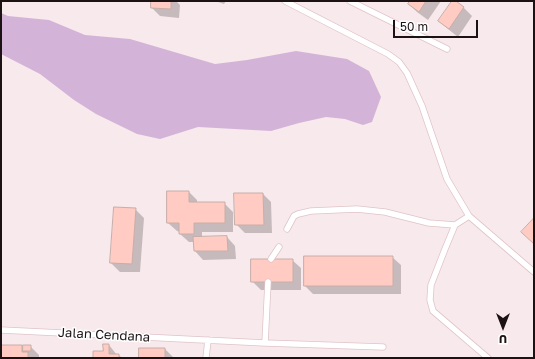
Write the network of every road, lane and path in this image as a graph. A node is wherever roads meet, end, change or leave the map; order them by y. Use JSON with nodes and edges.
{"nodes":[{"id":1,"x":285,"y":1,"type":"edge"},
{"id":2,"x":350,"y":1,"type":"edge"},
{"id":3,"x":447,"y":49,"type":"dead end"},
{"id":4,"x":469,"y":216,"type":"junction"},
{"id":5,"x":455,"y":225,"type":"junction"},
{"id":6,"x":287,"y":229,"type":"dead end"},
{"id":7,"x":279,"y":247,"type":"dead end"},
{"id":8,"x":271,"y":259,"type":"dead end"},
{"id":9,"x":534,"y":272,"type":"edge"},
{"id":10,"x":268,"y":282,"type":"dead end"},
{"id":11,"x":1,"y":330,"type":"edge"},
{"id":12,"x":208,"y":340,"type":"junction"},
{"id":13,"x":265,"y":343,"type":"junction"},
{"id":14,"x":383,"y":347,"type":"dead end"},
{"id":15,"x":206,"y":358,"type":"edge"},
{"id":16,"x":488,"y":358,"type":"edge"}],
"edges":[{"from":1,"to":4,"type":"lane"},
{"from":2,"to":3,"type":"lane"},
{"from":4,"to":5,"type":"lane"},
{"from":4,"to":9,"type":"lane"},
{"from":5,"to":6,"type":"lane"},
{"from":5,"to":16,"type":"lane"},
{"from":7,"to":8,"type":"lane"},
{"from":10,"to":13,"type":"lane"},
{"from":11,"to":12,"type":"lane","name":"Jalan Cendana"},
{"from":12,"to":13,"type":"lane","name":"Jalan Cendana"},
{"from":12,"to":15,"type":"lane"},
{"from":13,"to":14,"type":"lane","name":"Jalan Cendana"}]}
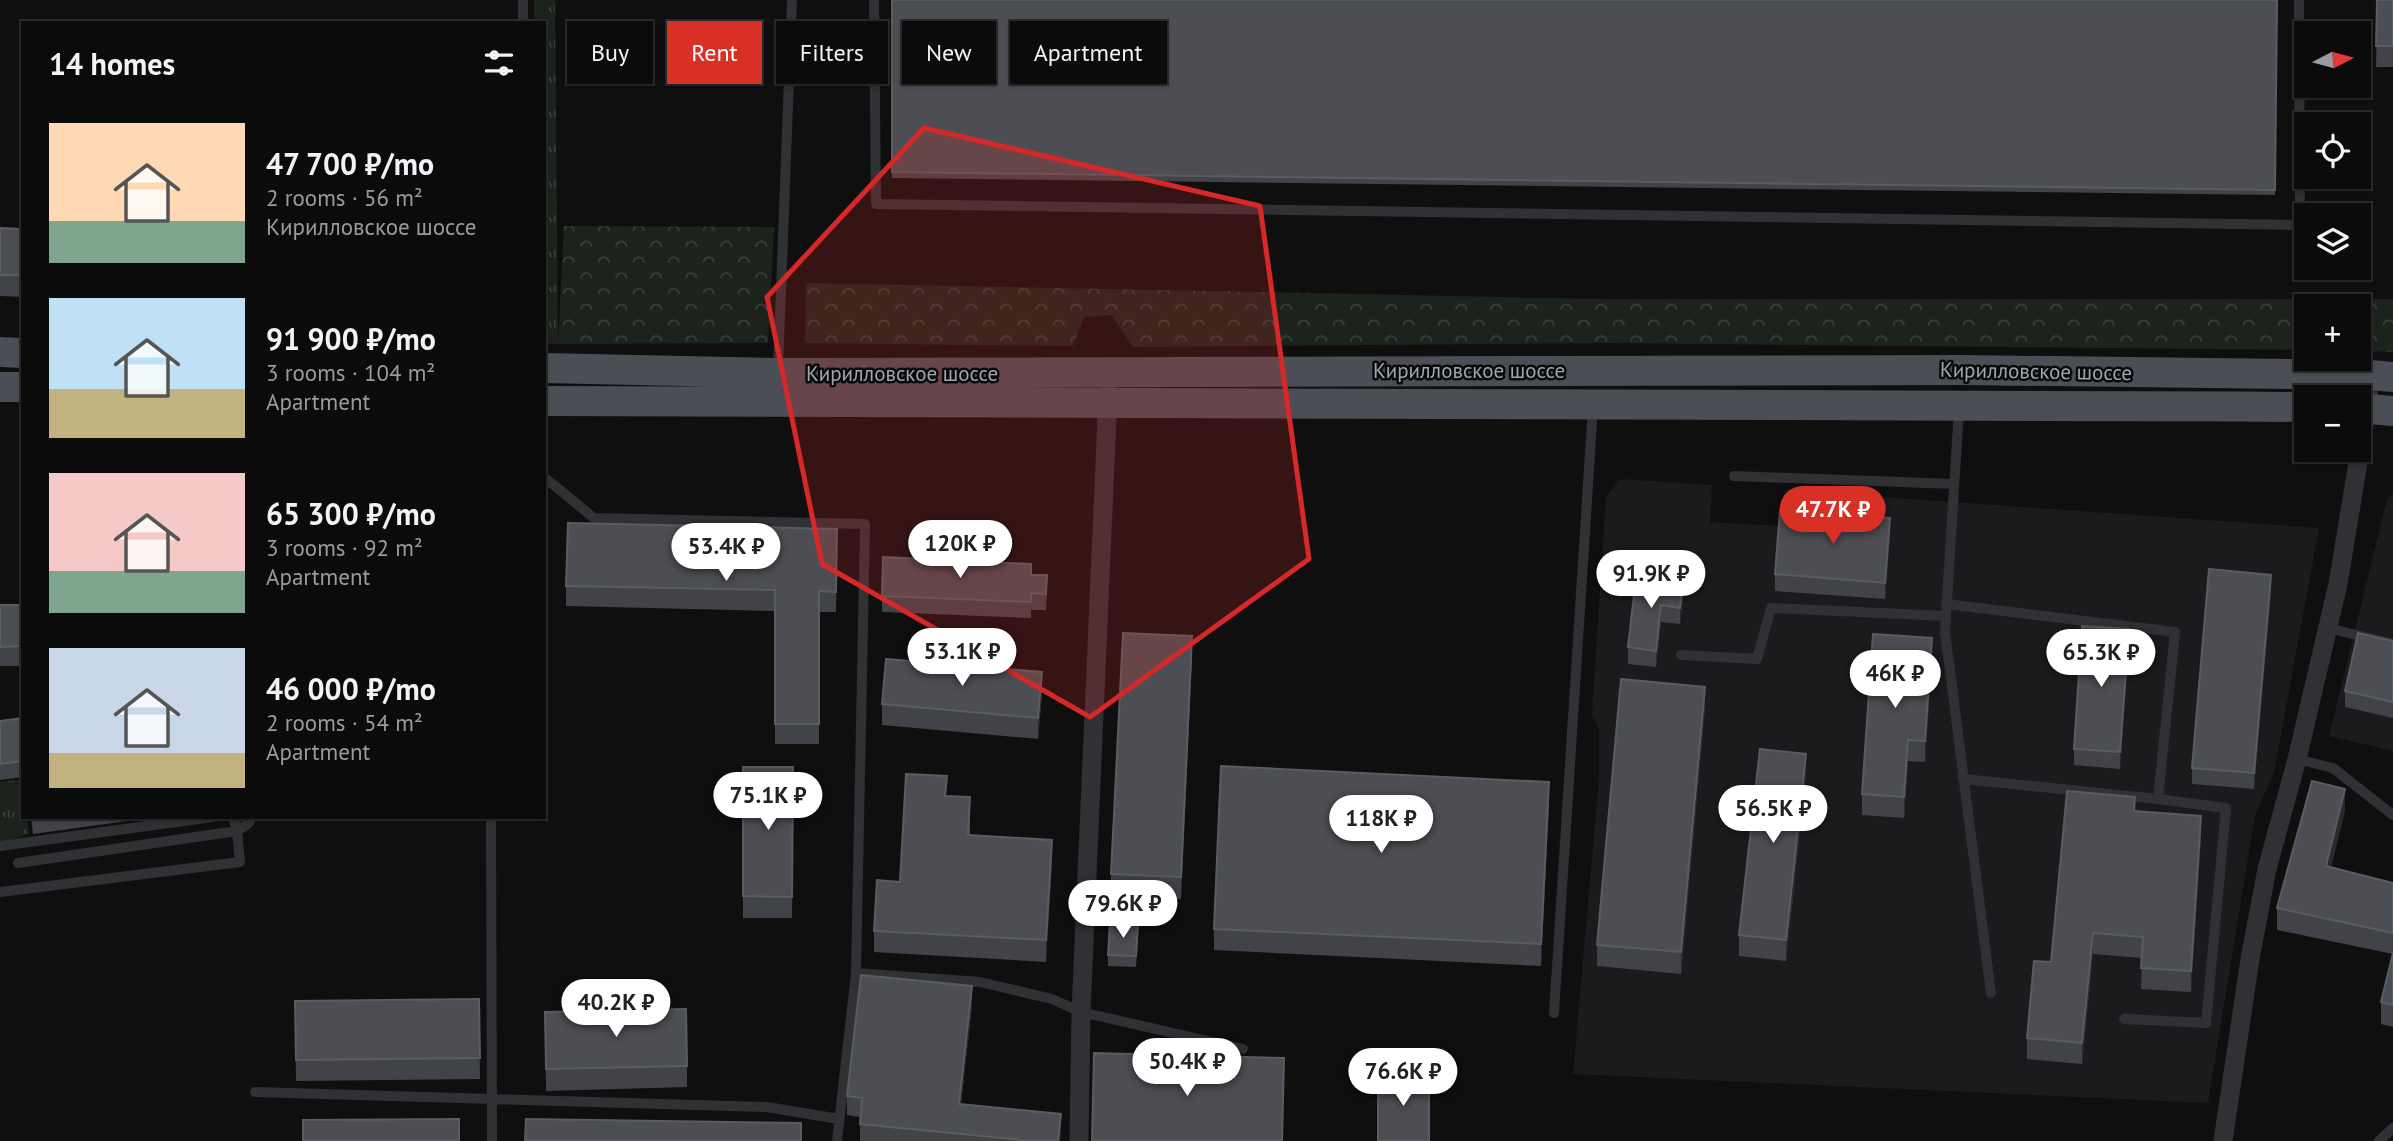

= = = = = = =

■ **YOUR TASK**: Output the material above verbatim but exclude each picture.

■ **RESULT FOR THIS EXERCISE**:
Write the network of every road, lane and path in this image as a graph. A node is wherever roads meet, end, change or leave the map; order them by y. Use JSON with nodes and edges.
{"nodes":[{"id":1,"x":285,"y":1,"type":"edge"},
{"id":2,"x":350,"y":1,"type":"edge"},
{"id":3,"x":447,"y":49,"type":"dead end"},
{"id":4,"x":469,"y":216,"type":"junction"},
{"id":5,"x":455,"y":225,"type":"junction"},
{"id":6,"x":287,"y":229,"type":"dead end"},
{"id":7,"x":279,"y":247,"type":"dead end"},
{"id":8,"x":271,"y":259,"type":"dead end"},
{"id":9,"x":534,"y":272,"type":"edge"},
{"id":10,"x":268,"y":282,"type":"dead end"},
{"id":11,"x":1,"y":330,"type":"edge"},
{"id":12,"x":208,"y":340,"type":"junction"},
{"id":13,"x":265,"y":343,"type":"junction"},
{"id":14,"x":383,"y":347,"type":"dead end"},
{"id":15,"x":206,"y":358,"type":"edge"},
{"id":16,"x":488,"y":358,"type":"edge"}],
"edges":[{"from":1,"to":4,"type":"lane"},
{"from":2,"to":3,"type":"lane"},
{"from":4,"to":5,"type":"lane"},
{"from":4,"to":9,"type":"lane"},
{"from":5,"to":6,"type":"lane"},
{"from":5,"to":16,"type":"lane"},
{"from":7,"to":8,"type":"lane"},
{"from":10,"to":13,"type":"lane"},
{"from":11,"to":12,"type":"lane","name":"Jalan Cendana"},
{"from":12,"to":13,"type":"lane","name":"Jalan Cendana"},
{"from":12,"to":15,"type":"lane"},
{"from":13,"to":14,"type":"lane","name":"Jalan Cendana"}]}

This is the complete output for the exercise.